WHAT YOU HAVE TO DO:
Give, as a bare number, the count of lines below that contain "graph".

---------- RECORDS TO USE

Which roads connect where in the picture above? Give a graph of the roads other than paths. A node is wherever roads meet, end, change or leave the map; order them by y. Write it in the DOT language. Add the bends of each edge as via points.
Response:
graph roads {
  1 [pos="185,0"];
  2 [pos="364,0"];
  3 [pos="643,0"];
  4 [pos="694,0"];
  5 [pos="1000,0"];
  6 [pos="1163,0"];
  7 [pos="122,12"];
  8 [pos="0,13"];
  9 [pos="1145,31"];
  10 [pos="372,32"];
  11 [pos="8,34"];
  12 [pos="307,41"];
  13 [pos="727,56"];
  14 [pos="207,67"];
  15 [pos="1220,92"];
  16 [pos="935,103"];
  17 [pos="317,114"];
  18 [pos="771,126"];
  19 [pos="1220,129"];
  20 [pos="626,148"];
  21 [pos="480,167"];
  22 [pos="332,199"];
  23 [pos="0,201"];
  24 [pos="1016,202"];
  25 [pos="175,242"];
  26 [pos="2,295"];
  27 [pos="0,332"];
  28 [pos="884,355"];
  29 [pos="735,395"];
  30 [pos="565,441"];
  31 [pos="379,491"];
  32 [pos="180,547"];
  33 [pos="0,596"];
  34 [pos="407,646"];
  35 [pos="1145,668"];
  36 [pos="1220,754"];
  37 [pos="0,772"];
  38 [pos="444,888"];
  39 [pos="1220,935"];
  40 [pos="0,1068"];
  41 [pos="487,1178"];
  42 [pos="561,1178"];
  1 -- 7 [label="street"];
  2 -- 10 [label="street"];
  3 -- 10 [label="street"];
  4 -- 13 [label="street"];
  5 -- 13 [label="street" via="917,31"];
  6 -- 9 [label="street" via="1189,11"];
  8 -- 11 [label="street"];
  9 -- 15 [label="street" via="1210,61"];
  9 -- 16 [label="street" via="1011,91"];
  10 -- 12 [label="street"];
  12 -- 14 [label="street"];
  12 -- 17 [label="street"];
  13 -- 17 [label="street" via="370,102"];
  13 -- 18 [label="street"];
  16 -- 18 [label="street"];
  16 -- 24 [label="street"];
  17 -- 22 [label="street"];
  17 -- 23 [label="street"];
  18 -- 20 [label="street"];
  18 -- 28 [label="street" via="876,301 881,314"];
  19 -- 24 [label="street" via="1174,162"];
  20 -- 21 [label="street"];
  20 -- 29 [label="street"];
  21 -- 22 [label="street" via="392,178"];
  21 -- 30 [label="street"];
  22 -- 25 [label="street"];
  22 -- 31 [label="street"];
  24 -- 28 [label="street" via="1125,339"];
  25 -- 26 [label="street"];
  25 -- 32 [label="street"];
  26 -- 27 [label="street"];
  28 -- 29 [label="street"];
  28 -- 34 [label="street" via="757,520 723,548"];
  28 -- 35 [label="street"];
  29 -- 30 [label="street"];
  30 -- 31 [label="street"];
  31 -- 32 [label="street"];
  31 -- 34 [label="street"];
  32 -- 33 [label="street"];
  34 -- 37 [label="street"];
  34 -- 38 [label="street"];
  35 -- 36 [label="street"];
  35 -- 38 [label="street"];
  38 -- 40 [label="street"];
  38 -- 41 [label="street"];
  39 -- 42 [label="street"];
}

--------------------

FINAL ANSWER:
2